Figure 1. The image of droplet condensation and the corresponding image treated by image thresholding (Scale bar is 100μm).

Background:

I need an efficient and accurate method to annotate the droplets contained in the Time-lapse images. It is challenging for the "traditional image analysis" methods, such as image thresholding (Figure 1). Because of few things:

  1. Various focus between droplets
  2. Various intensity between regions
  3. Segmentation difficulties
Figure 2. The schematic of the machine learning of droplet annotation (Scale bar is 100μm).

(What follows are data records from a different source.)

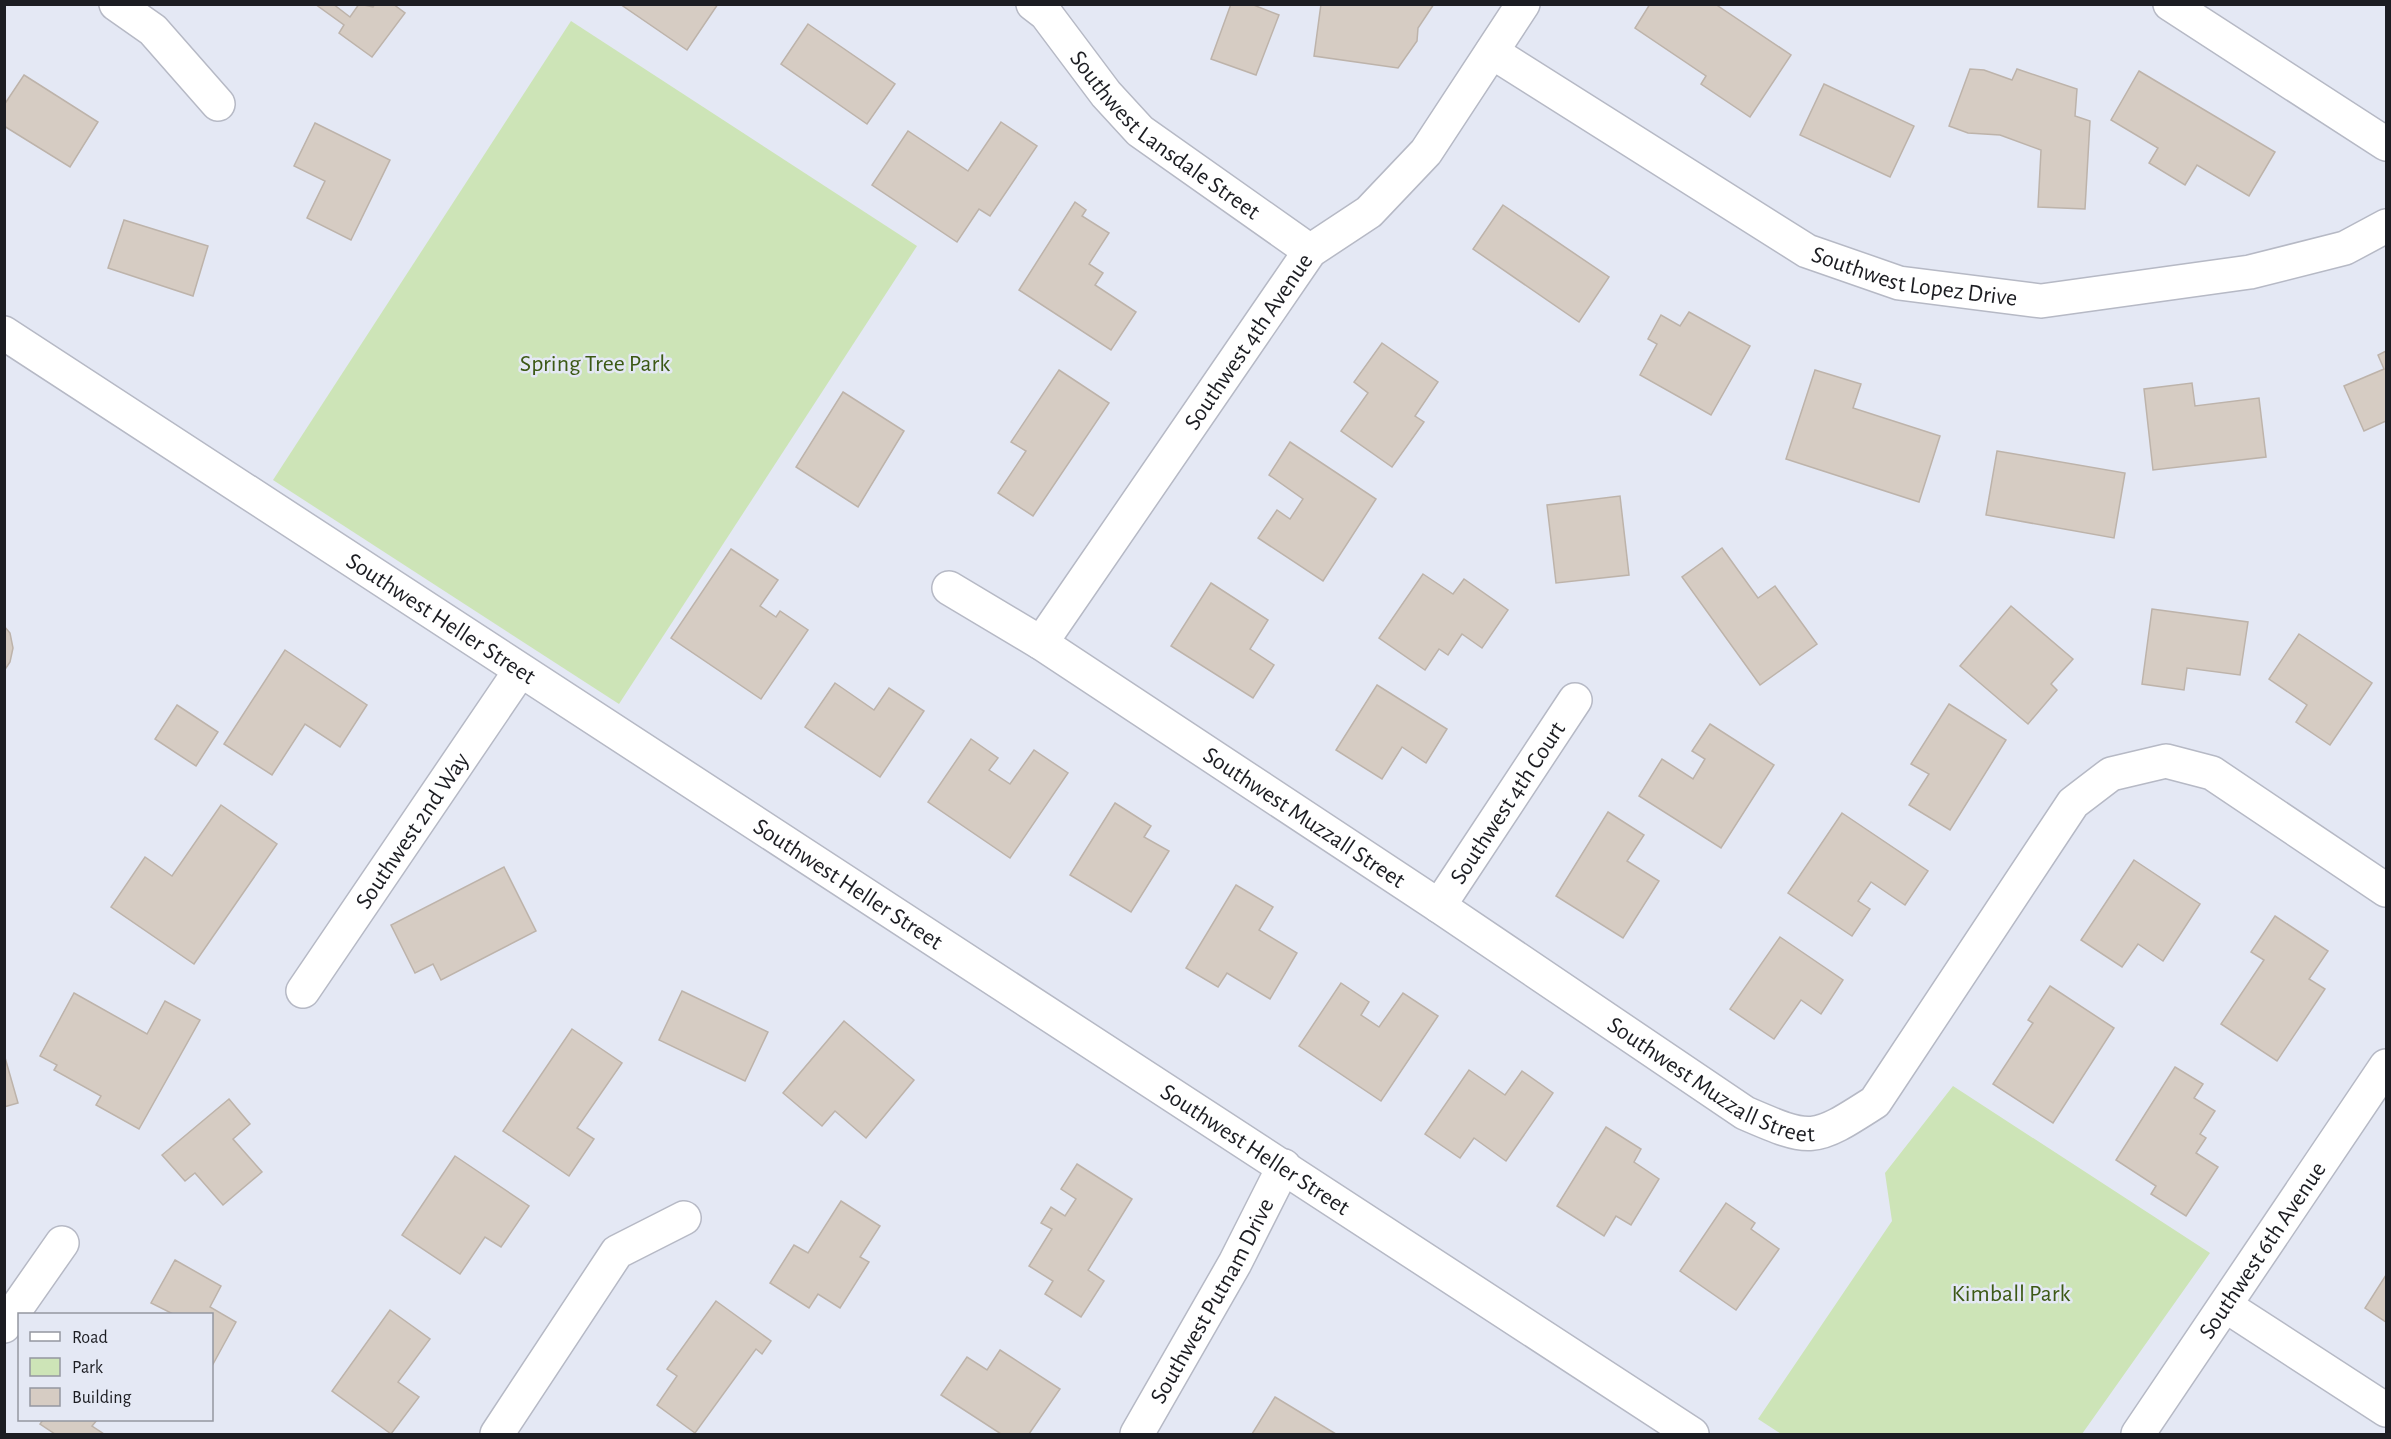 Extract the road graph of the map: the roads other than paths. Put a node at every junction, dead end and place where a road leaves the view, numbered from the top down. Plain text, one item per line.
1 (116, 4) edge
2 (1033, 4) edge
3 (1523, 4) edge
4 (2170, 4) edge
5 (1492, 52) junction
6 (218, 104) dead end
7 (2386, 144) edge
8 (2386, 226) edge
9 (1310, 250) junction
10 (4, 333) edge
11 (949, 588) dead end
12 (1041, 643) junction
13 (520, 671) junction
14 (1575, 700) dead end
15 (2386, 890) edge
16 (1439, 906) junction
17 (303, 991) dead end
18 (2386, 1066) edge
19 (1284, 1166) junction
20 (684, 1218) dead end
21 (62, 1243) dead end
22 (2226, 1306) junction
23 (4, 1326) edge
24 (2386, 1410) edge
25 (496, 1434) edge
26 (1137, 1434) edge
27 (1692, 1434) edge
28 (2138, 1434) edge

1 - 6 street
2 - 9 street, Southwest Lansdale Street
3 - 5 street, Southwest 4th Avenue
4 - 7 street
5 - 8 street, Southwest Lopez Drive
5 - 9 street, Southwest 4th Avenue
9 - 12 street, Southwest 4th Avenue
10 - 13 street, Southwest Heller Street
11 - 12 street, Southwest Muzzall Street
12 - 16 street, Southwest Muzzall Street
13 - 17 street, Southwest 2nd Way
13 - 19 street, Southwest Heller Street
14 - 16 street, Southwest 4th Court
15 - 16 street, Southwest Muzzall Street
18 - 22 street, Southwest 6th Avenue
19 - 26 street, Southwest Putnam Drive
19 - 27 street, Southwest Heller Street
20 - 25 street
21 - 23 street
22 - 24 street
22 - 28 street, Southwest 6th Avenue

To overcome the challenge, I adopted the machine learning approach. I found a open-source model named Stardist, which is aimed to detect the Star-shaped polygon1. I only need to prepared the training sets to get the model (Figure 2).

Challenge:

Because my image is composed of the droplet at various size, the majority is ~10-6 m and there are a few droplet at 10-4 m. In consequence, the training volume of the "big droplet" was less than the "small droplet", led to the inaccurate model if I did not enhance the training volume of "big droplet". However, it will take me tremendous effort to prepared the enough training volume for the "big droplet".

Solution:

Here I would like to share a little trick. First, I prepared a few training set and trained the model. Second, I used the trained-model to annotated the "small droplet". Therefore, I only need to annotate the "big droplet" to prepare the good enough training sets.

Figure 3. The image of droplet condensation and the corresponding annotation of the image by machine learning method (Scale bar is 100μm).

The result is satisfying (Figure 3)!

Reference:

  1. Schmidt, U., Weigert, M., Broaddus, C., & Myers, G. (2018). Cell detection with star-convex polygons. In Medical Image Computing and Computer Assisted Intervention–MICCAI 2018: 21st International Conference, Granada, Spain, September 16-20, 2018, Proceedings, Part II 11 (pp. 265-273). Springer International Publishing.